The vendor will have to have a few capabilities
- Very tight tolerances on their manufacturing
- The spacing between some of these pads will be less than 6 mils, that's a common constraint.
- Support for via-in pad technology.
Vendor sourcing
I got some recommendations for a local Dallas (when I was living there) company to use. They had excellent customer service, got on a design call with me to understand my requirements, and were very responsive.
There was only a couple issues with them, the main one being I only wanted 5 boards (their minimum quantity). No board shop with that level of design support and customer support really wants to support a production run of only 5 boards.
The eventual quote I got from them (and several other U.S. board shops was over a thousand dollars). Really at that level it's a quote telling you that we aren't interested in making 5 boards for you. No bueno for a personal project, no matter how motivated I was on it.

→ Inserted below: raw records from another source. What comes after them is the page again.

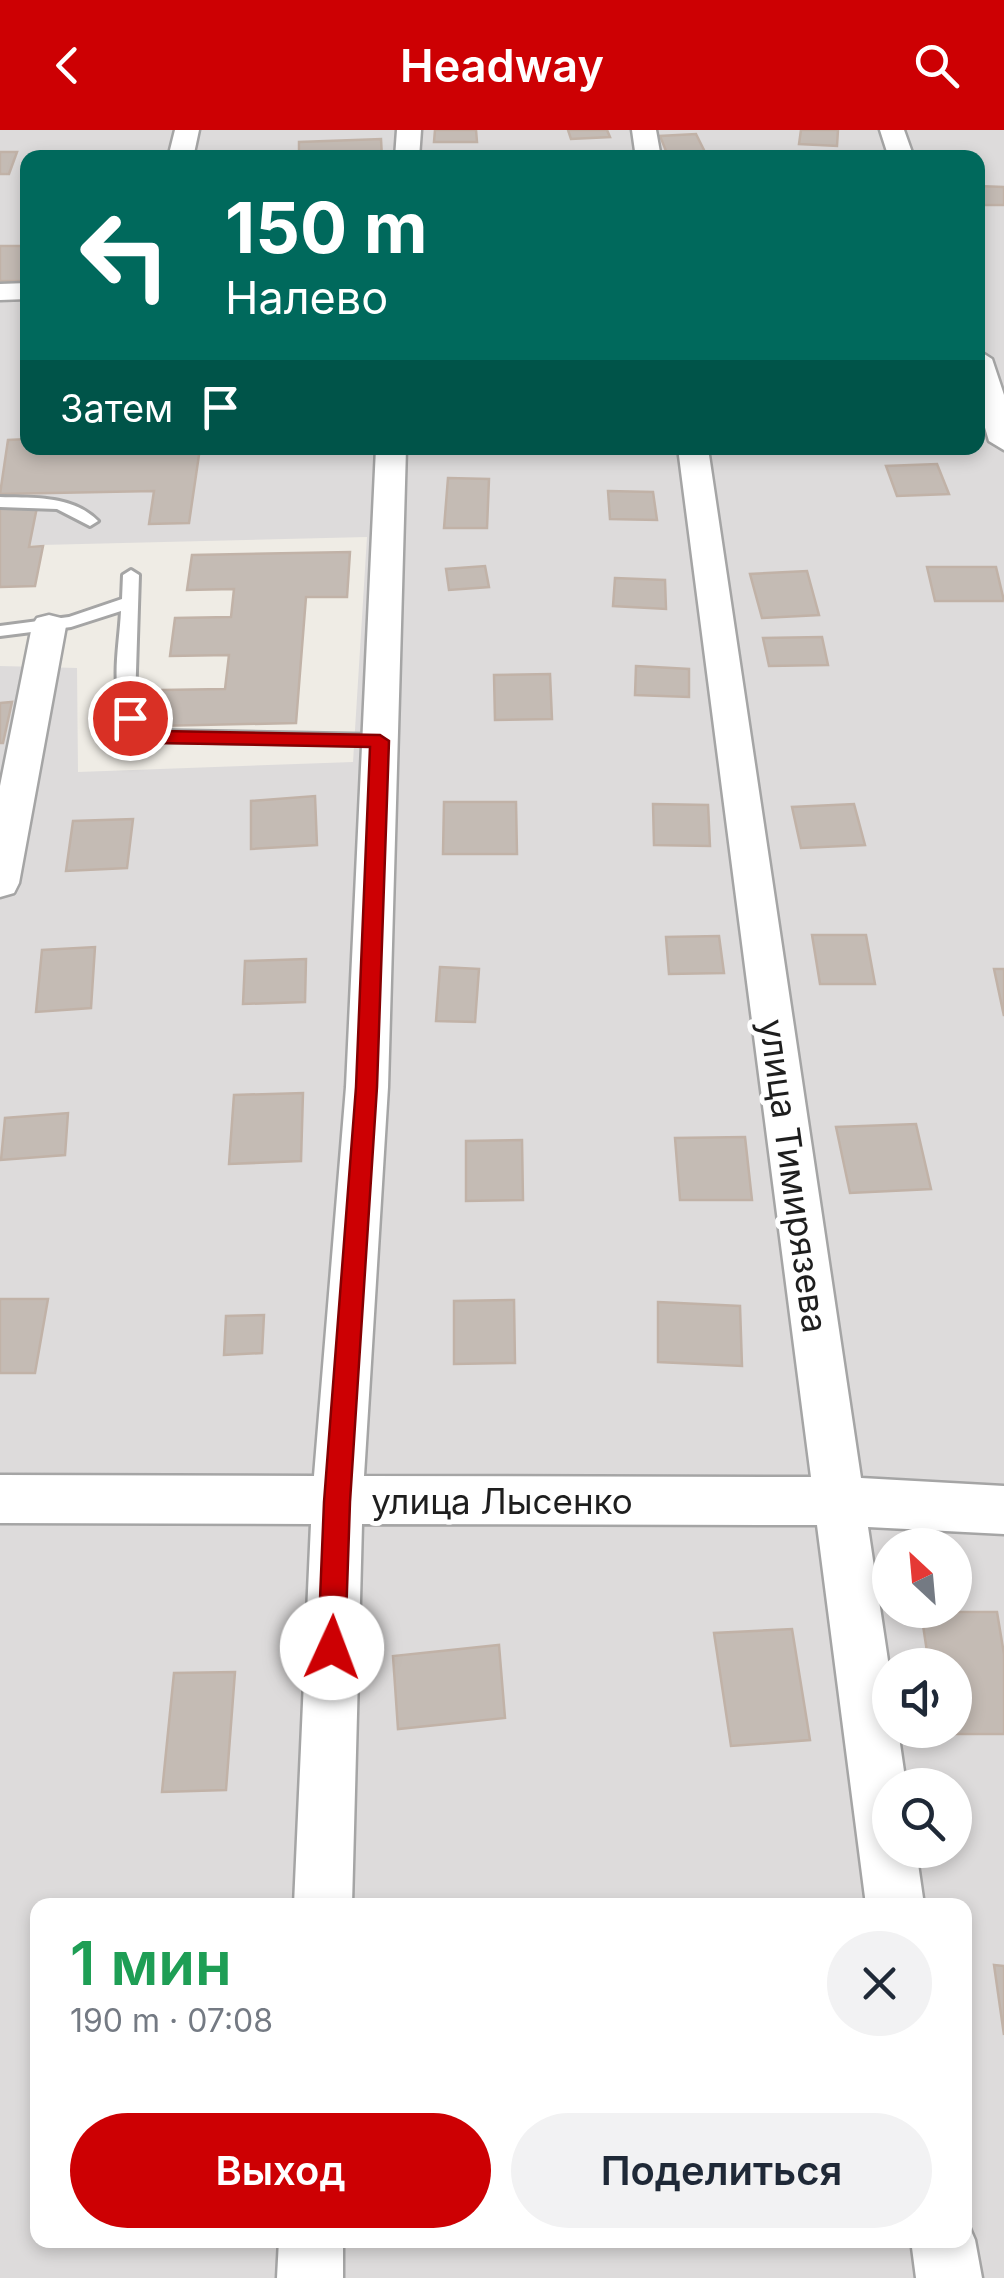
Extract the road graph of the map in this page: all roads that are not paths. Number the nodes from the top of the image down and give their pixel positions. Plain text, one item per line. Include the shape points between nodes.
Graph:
1 (985, 381) edge
2 (1004, 441) edge
3 (391, 455) edge
4 (695, 455) edge
5 (0, 502) edge
6 (90, 521) dead end
7 (132, 575) dead end
8 (128, 603) junction
9 (49, 626) junction
10 (0, 630) edge
11 (380, 741) junction
12 (0, 883) edge
13 (0, 1498) edge
14 (837, 1501) junction
15 (337, 1502) junction
16 (1004, 1510) edge
17 (323, 1898) edge
18 (894, 1898) edge
19 (311, 2248) edge
20 (945, 2248) edge
21 (310, 2278) edge
22 (949, 2278) edge

1 - 2 street
3 - 11 street
4 - 14 street, улица Тимирязева
5 - 6 lane via 73,506
7 - 8 lane
8 - 9 lane
8 - 11 lane via 126,703 141,730 157,737
9 - 10 lane
9 - 12 street
11 - 15 street via 366,1087
13 - 15 street, улица Лысенко
14 - 15 street, улица Лысенко
14 - 16 street, улица Лысенко
14 - 18 street, улица Тимирязева
15 - 17 street
19 - 21 street
20 - 22 street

I eventually went back to my roots with PCBWay (not a sponsor haha!). I ordered from them in college, but didn't think their manufacturing capabilities were up to snuff with what I was looking for. However, I checked their "Advanced Capabilties" section and thought that their copper to copper clearances might be able to work with me.
The engineers had some questions and we want back and forth for a little bit. Their main questions were actually about the solder-mask, but I conveyed that the way I had it was intentional. They expressed concerns about problems in manufacture but I was willing to take the risk. Eventually we agreed and I got it manufactured!
Receiving the boards
I was very excited to receive these boards, after spending $483.86 total, the most by far I had ever spent on PCB boards. I doubt many hobbyists will ever spend that much on 5 boards in their hobbyist careers.
Assembly
Potential issues
There are many things that can go wrong with BGA footprints during the assembly process. A number of them are demonstrated in this X-ray inspection taken after soldering on a board.
The solder balls shorting between one another is a common problem. For large packages, opens become more of an issue as the chip may not lie perfectly flat in the PCB, leaving an open. A solder ball may be missing on the chip as well, possibly knocked off at some point after manufacture. In my semiconductor testing days we put chips through hot-temp qualification, and I had a few chips get balls knocked off coming back from that stress.
It should be noted that most of these assembly issues (shorts, opens, etc.) occur with large packages. They have more surface area, so can deviate from the PCB more. I am using relatively small pin-count devices, so there is less risk for me. However, we still want to design our board in any such way that we can help prevent any of these issues that may occur during soldering.
my experience
The actual soldering part of these chips went way better than anything I could have hoped for. I did hand-assembly of 5 boards over the course of many months, and the BGA chips were by far the chips I had the least problems with. Various QFN packages had many more botched solder jobs with either shorts or discontinuity.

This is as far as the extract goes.